No matter what a person is going through, know that God certainly does work in your life as a teen or preteen.


Esther’s story takes place near the end of the events described in the Old Testament. Both the kingdoms of Israel and Judah had fallen and been taken into captivity in Assyria and Babylon, respectively. Esther was born into a group of Jews of the tribe of Benjamin who had been brought as captives to the ancient land of Persia years before. Her parents died when she was a child, and her cousin, Mordecai, cared for her as if she were his daughter. She respected him as an adopted father, honoring him and obeying him.

Reality check: Esther’s life had some very difficult situations. She was an orphan, living as a captive in an enemy land, and then taken from her cousin’s care to essentially become part of a king’s harem. These are not things that we generally like to think about happening, but they do happen. The key is not how difficult our situations may be, but how we respond to the challenges we’re faced with. When life didn’t turn out as she had hoped, what did Esther choose to believe about herself, her people and her God? Read on to find out.

Esther learned from her adopted father Mordecai the customs of their people. She observed the dietary and clothing laws and developed lady-like, demure behavior. She became a beautiful young woman.

Esther becomes queen

The book of Esther introduces us to a great king of Persia known as Ahasuerus or Xerxes (pronounced “zerk-zeez”). He was very strict and demanded obedience to his commands. When his Queen Vashti refused to appear at a feast where he wanted to display her beauty, he took her crown. He ordered that beautiful ladies be brought to the castle and judged for the Queen’s crown. Esther was one of them.

Mordecai warned her not to tell she was a Jew. She obeyed, while she and the other young women went through 12 months of grooming before being presented to the king. She became a favorite of Hagai, the chief custodian of the young women. He advised her in cosmetic preparations, and she was given seven maidservants and special living quarters. When Esther was presented to the king, he favored her above all the other women. The king chose Esther to be queen and gave a big banquet in celebration.

Mordecai’s courage

It was Mordecai’s habit to sit inside the gate of the courtyard. In doing so, he overheard a plot against the king by two of the king’s men. He told Esther, and she told the king, naming Mordecai as the source.

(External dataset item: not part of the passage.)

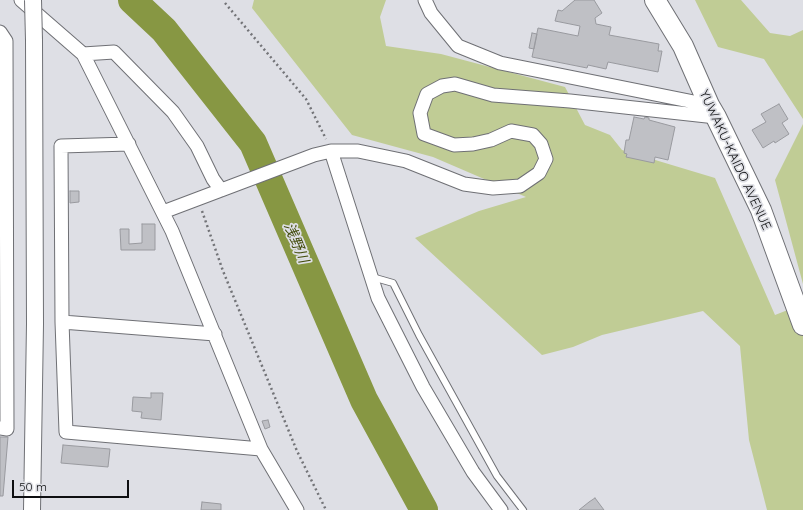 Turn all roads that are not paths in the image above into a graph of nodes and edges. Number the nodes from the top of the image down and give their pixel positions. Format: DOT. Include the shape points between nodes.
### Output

The king had the conniving men hanged and made Haman (a high official, in effect the prime minister of the king) his main helper, ruling that everyone bow to him.

Subsequently, when Mordecai refused to bow to him, Haman became angry. Upon learning he was a Jew, convinced the king that all Jews in the land should die. The king ruled that it should happen at the end of 12 months across the entire realm. Orders written by Haman were sent out by horseback.

For such a time as this

When Mordecai heard of this terrible news, he and the local Jews put on sackcloth and ashes and fasted. Esther sent a servant to learn the whole story. She was told and urged to go to the king. She replied that if she went to him without being called, she could die, unless the king held out his scepter to spare her. Esther 4:13-14 Esther 4:13-14 [13] Then Mordecai commanded to answer Esther, Think not with yourself that you shall escape in the king's house, more than all the Jews. [14] For if you altogether hold your peace at this time, then shall there enlargement and deliverance arise to the Jews from another place; but you and your father's house shall be destroyed: and who knows whether you are come to the kingdom for such a time as this?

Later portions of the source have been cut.